I'm learning about the Bible and have some issues with the Trinity. In Matthew 3:17, John the Baptist heard the voice of God from heaven say, "This is my beloved Son, in whom I am well pleased." If God spoke to John about Jesus at His baptism, doesn't this disprove the idea of a Trinity?

Ted's Response:

With God the Father speaking from heaven and with Jesus the Son being on earth, it sounds like you are assuming that they are two separate individuals. Therefore, you feel that Jesus could not be God.

I understand the difficulty that many have in comprehending the triune nature of God. If someone talks to us about someone else, we perceive that they are two different people with separate identities, not the same person. Likewise, in the case of Matthew 3:17, some may see God and Jesus as being two distinct and discrete individuals.

I may not be able to convince you that Jesus was God by anything that I say. That is a reality that each person must come to in his/her own mind and heart. I only can give you some of the reasons why I am absolutely convinced that Jesus was (and is) God and assure you that I never will be convinced otherwise.

God said, "Let us make man in our image, in our likeness..." (Genesis 1:26a). We were made in His multiple image and likeness, in the sense that we have a triune nature as He does, although we are not little "gods"; He is the only true God.

We know that our own nature is composed of a spirit, a soul, and a body. All of these occupy the same location in space because our spirit and our soul are contained within our body. However, God is so much higher and more complex than we are that we cannot fully comprehend His true essence.

Our three parts—spirit, soul, body—cannot be in more than one place at the same time. However, the three facets of God—Father, Holy Spirit, Jesus—are able to dissociate from each other and occupy different places at the same time. They are not three separate "people"; they are three natures of the same multifarious Person, God.

God's essence is described by the Hebrew word echad, which indicates a compound, unified, integrated unit. He has multiple components operating as one single Entity. More about this can be found in the single and multiple section of my Who Is God? commentary.

When Jesus walked the earth, He was the physical manifestation of God. That is, He was God in human likeness (Philippians 2:5-7). He was the visible image of the invisible God (Colossians 1:15a); furthermore, by Jesus all things were created and are held together (1:16,17). In essence, Jesus was the "arms" and "hands" of the Father that He used to create everything. So Jesus, the physical manifestation of God, is the Creator and Sustainer of all things.

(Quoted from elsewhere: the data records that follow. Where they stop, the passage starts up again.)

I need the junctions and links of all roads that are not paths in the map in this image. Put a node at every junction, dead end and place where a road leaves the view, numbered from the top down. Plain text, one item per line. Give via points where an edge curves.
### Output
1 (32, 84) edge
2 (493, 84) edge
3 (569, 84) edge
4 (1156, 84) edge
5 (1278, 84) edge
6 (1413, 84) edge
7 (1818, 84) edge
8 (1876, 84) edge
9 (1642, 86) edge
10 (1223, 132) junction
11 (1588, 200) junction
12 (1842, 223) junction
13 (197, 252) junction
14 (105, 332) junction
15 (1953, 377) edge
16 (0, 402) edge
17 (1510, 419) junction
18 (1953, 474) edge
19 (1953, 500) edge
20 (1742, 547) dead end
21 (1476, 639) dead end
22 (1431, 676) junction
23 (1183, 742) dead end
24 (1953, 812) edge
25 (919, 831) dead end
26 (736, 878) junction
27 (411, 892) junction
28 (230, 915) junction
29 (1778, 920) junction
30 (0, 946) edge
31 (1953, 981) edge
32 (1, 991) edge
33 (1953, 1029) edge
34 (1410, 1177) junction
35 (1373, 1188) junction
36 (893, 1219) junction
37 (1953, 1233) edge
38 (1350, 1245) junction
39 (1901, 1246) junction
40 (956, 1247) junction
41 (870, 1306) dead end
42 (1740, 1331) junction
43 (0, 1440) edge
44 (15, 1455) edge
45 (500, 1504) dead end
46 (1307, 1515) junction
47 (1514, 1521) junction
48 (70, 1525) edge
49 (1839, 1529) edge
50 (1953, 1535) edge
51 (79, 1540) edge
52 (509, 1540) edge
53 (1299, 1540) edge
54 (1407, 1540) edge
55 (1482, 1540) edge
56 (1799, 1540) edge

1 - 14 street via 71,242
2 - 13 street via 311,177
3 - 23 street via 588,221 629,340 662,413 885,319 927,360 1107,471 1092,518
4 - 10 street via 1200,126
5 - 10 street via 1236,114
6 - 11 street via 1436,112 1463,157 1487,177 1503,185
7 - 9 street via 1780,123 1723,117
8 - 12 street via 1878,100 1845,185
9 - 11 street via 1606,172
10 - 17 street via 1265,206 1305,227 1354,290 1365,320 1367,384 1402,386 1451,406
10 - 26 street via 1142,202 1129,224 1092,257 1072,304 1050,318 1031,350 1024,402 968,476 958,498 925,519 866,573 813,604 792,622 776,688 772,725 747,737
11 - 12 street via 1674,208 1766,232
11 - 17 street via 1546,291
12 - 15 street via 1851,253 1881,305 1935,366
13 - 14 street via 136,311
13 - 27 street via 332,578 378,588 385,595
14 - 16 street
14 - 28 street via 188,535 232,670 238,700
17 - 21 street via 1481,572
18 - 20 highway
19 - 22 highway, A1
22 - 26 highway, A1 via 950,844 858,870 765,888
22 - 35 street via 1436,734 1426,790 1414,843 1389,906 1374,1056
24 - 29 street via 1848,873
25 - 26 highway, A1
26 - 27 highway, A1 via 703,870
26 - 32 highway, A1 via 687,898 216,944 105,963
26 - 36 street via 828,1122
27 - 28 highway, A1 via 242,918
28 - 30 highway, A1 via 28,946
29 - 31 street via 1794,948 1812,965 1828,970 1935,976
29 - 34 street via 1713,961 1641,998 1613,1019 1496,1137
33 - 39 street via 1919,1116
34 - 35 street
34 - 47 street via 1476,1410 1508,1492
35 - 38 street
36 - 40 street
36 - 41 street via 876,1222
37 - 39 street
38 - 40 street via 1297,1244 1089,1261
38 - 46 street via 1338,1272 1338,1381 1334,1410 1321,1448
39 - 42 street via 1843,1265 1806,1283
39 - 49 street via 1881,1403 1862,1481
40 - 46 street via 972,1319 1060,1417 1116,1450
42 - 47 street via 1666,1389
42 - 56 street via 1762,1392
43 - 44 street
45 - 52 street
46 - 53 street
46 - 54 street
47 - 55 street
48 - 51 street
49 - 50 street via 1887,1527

In Christ, all the fullness of the Deity lives in bodily form (Colossians 2:9). God appeared in a body of flesh (1 Timothy 3:16). The Father referred to Jesus as His Son, told all the angels to worship Him, and called His Son "God" (Hebrews 1:5,6,8). The Messiah (Jesus) was referred to as "Mighty God" and even as "Everlasting Father" (Isaiah 9:6), and Jesus said that He and the Father are one (John 10:30).

God is called "the first and the last" (Isaiah 44:6). Jesus equated Himself with God when He said that He was "the Alpha and the Omega" and "the Beginning and the End" (Revelation 21:6), as well as "the First and the Last" (22:13). Jesus is a facet of God, just as the Father and the Holy Spirit are facets of God.

Speaking about Jesus, the apostle John referred to Him as "the Word" of God and noted that He was God and was with God in the beginning (John 1:1,2). John also noted that He (Jesus/God) became flesh and dwelled among us (1:14). More examples of why Jesus was God can be found in my Was Jesus God? commentary.